▶ _What the exercise asks_: The answer must consist of every line below that holds the word "wherever".

Recorded information Start Marker

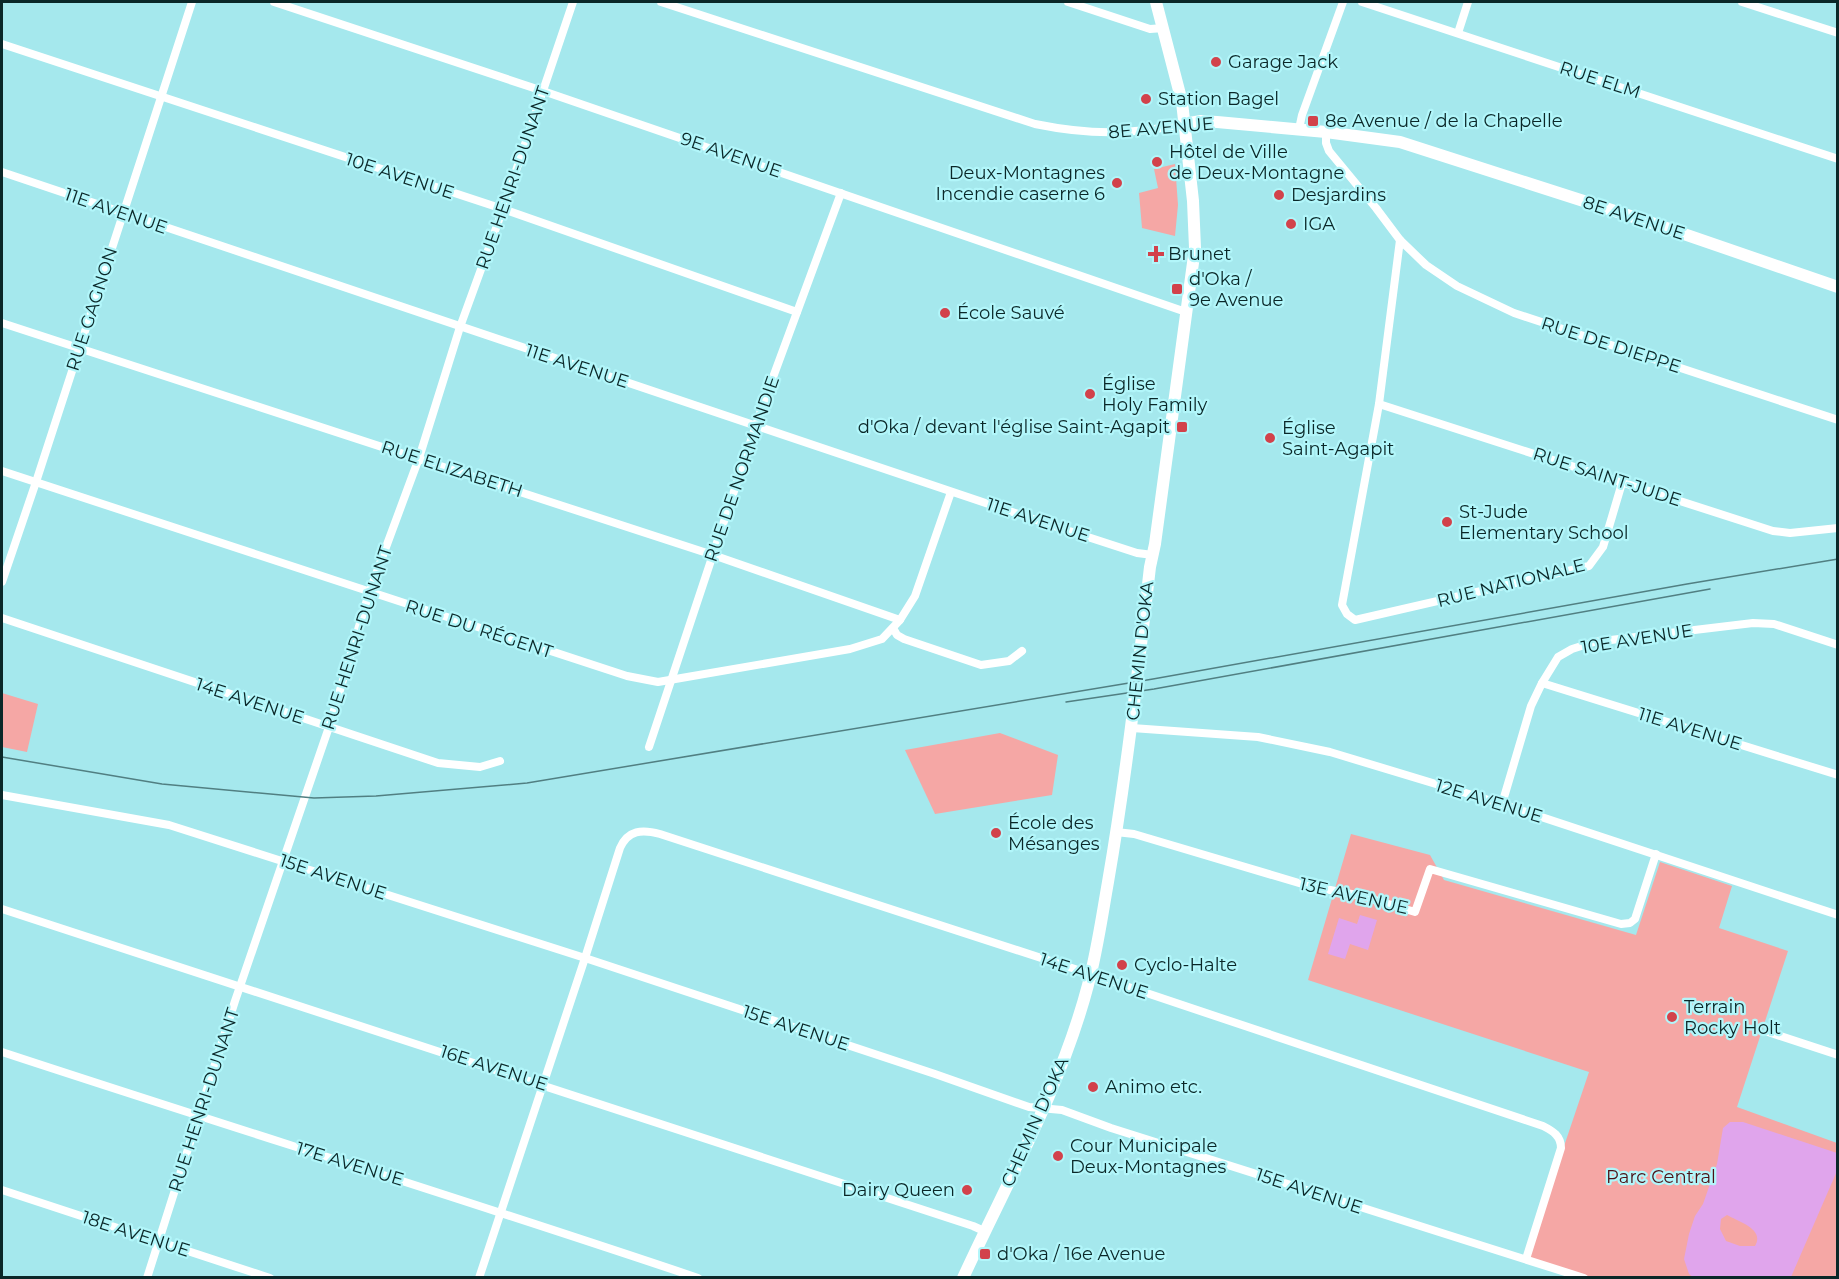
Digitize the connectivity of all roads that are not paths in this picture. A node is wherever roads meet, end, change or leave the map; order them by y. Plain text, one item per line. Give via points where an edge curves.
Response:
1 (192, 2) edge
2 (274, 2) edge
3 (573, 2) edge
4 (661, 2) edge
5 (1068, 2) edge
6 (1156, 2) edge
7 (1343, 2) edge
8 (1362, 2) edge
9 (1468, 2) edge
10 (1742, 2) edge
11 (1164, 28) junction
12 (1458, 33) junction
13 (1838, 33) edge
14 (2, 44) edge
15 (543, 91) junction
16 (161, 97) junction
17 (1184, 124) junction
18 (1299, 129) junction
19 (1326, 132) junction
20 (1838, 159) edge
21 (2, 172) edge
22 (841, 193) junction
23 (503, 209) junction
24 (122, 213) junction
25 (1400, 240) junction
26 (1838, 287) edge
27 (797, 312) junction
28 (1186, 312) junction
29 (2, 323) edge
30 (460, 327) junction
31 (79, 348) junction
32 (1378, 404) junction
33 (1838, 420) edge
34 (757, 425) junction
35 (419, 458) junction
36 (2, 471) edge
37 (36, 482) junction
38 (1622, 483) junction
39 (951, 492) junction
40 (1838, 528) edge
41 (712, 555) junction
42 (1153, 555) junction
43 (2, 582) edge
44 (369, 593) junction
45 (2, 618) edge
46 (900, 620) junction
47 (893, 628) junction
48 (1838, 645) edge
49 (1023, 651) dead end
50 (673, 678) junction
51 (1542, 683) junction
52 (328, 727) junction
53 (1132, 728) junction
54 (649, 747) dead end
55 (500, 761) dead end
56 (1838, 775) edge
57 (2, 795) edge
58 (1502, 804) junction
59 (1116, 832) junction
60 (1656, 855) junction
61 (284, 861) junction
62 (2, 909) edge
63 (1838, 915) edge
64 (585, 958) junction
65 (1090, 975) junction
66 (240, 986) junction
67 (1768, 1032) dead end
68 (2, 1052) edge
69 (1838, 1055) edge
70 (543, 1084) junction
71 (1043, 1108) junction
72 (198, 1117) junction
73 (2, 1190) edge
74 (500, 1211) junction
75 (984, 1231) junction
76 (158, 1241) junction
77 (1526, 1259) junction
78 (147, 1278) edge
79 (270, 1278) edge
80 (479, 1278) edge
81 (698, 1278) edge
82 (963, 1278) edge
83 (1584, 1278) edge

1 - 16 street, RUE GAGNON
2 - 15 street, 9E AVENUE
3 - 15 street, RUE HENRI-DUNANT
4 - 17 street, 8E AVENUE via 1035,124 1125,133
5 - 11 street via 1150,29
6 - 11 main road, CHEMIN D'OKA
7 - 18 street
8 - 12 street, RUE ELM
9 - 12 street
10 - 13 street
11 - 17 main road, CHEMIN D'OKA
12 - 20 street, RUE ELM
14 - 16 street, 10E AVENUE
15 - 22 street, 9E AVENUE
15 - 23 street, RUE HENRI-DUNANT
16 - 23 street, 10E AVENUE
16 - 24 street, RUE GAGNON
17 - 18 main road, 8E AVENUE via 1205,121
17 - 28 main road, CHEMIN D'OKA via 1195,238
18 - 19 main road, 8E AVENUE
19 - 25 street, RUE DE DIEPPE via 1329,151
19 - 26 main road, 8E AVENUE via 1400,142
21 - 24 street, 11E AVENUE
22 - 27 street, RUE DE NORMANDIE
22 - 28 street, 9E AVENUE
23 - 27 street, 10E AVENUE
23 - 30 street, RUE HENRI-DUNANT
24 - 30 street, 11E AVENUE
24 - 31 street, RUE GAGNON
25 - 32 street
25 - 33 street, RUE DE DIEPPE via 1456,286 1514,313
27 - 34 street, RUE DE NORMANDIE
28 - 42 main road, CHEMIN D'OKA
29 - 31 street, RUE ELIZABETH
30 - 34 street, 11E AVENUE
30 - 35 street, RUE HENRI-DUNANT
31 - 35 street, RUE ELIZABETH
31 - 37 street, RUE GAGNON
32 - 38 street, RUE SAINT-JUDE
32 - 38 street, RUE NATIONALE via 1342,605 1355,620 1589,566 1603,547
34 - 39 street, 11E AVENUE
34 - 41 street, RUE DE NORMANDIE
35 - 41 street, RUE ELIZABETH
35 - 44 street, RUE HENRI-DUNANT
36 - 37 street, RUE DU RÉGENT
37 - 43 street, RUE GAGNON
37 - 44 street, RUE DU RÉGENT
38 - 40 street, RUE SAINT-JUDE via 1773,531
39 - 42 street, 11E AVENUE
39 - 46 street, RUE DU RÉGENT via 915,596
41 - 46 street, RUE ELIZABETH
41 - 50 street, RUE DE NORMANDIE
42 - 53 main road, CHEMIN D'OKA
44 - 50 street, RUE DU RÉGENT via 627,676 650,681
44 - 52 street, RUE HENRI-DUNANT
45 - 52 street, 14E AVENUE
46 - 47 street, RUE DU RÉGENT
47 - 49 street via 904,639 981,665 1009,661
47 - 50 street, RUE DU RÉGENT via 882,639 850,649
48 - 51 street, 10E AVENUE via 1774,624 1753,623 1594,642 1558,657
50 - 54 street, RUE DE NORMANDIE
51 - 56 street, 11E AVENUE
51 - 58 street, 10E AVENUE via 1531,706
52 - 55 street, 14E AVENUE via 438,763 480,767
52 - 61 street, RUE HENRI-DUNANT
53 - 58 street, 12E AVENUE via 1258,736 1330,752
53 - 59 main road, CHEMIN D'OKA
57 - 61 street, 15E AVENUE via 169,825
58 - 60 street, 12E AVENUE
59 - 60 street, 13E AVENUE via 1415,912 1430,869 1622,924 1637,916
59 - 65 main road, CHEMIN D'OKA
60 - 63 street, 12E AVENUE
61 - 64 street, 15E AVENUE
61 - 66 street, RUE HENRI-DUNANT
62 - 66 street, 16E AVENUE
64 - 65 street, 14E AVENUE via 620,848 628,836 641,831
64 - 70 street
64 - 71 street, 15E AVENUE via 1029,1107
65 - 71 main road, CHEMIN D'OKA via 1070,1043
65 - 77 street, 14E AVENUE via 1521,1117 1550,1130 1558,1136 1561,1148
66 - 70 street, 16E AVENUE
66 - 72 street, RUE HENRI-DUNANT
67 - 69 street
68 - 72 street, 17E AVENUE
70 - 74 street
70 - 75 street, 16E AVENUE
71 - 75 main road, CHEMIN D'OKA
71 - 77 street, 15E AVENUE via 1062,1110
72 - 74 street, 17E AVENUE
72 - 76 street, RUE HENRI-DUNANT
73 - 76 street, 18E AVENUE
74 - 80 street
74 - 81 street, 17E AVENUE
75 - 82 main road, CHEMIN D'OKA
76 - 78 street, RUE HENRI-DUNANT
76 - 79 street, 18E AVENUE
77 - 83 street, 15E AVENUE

Recorded information End Marker
Recorded information Start Marker

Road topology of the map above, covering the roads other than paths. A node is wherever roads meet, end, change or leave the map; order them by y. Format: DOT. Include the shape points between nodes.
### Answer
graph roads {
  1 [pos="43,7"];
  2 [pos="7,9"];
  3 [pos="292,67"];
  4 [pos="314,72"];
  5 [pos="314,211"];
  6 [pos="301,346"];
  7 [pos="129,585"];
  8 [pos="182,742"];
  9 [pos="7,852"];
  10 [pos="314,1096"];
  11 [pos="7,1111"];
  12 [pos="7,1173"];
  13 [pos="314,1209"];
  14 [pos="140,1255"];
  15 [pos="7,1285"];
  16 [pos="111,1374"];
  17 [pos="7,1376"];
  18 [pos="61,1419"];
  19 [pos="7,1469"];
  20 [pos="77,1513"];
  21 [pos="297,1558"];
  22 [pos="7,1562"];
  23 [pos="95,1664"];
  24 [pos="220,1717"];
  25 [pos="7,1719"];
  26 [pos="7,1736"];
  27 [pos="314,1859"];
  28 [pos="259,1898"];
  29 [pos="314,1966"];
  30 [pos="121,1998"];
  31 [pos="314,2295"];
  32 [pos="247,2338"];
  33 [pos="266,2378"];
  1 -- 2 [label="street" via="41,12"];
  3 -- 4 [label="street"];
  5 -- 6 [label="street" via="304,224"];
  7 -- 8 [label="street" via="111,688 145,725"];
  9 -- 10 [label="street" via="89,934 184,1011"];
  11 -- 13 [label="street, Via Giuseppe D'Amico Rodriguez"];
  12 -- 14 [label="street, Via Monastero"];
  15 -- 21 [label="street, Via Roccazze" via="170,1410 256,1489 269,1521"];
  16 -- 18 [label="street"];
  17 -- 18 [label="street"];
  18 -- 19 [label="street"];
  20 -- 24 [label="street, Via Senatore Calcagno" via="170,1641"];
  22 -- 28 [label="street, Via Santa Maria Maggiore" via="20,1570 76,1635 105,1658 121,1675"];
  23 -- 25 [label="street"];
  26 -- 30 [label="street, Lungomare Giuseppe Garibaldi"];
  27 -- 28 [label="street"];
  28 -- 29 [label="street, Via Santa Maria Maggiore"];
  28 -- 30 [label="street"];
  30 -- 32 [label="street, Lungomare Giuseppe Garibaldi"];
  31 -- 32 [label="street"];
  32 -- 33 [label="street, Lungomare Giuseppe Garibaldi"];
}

Recorded information End Marker
Recorded information Start Marker

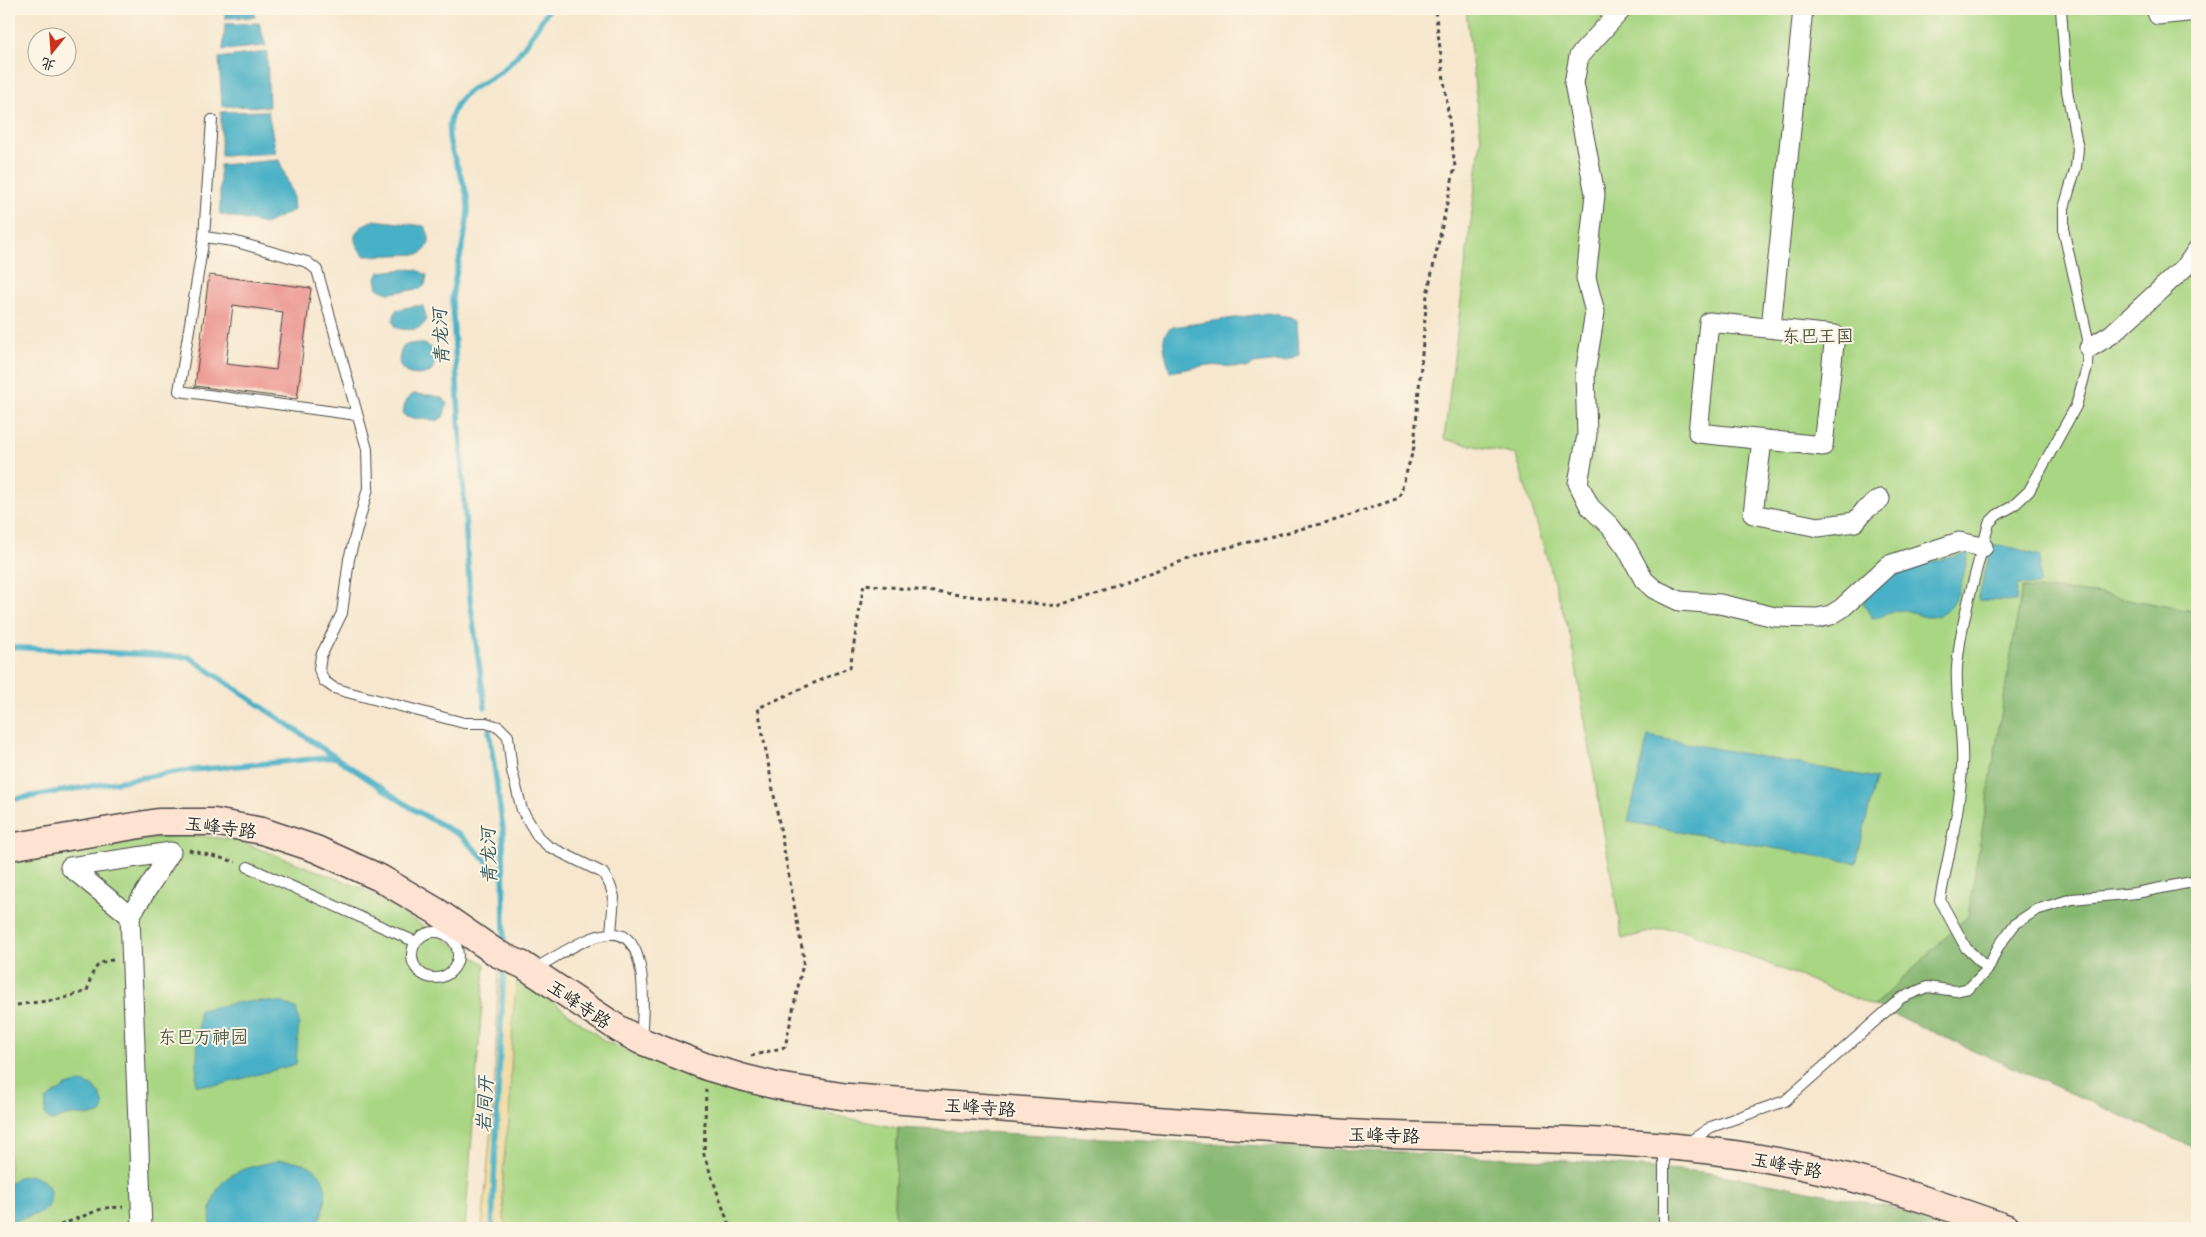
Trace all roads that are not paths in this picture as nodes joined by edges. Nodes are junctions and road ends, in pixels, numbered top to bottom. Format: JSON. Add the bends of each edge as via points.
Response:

Recorded information End Marker

▶ _Result of this task_:
Digitize the connectivity of all roads that are not paths in this picture. A node is wherever roads meet, end, change or leave the map; order them by y. Plain text, one item per line. Give via points where an edge curves.
Road topology of the map above, covering the roads other than paths. A node is wherever roads meet, end, change or leave the map; order them by y. Format: DOT. Include the shape points between nodes.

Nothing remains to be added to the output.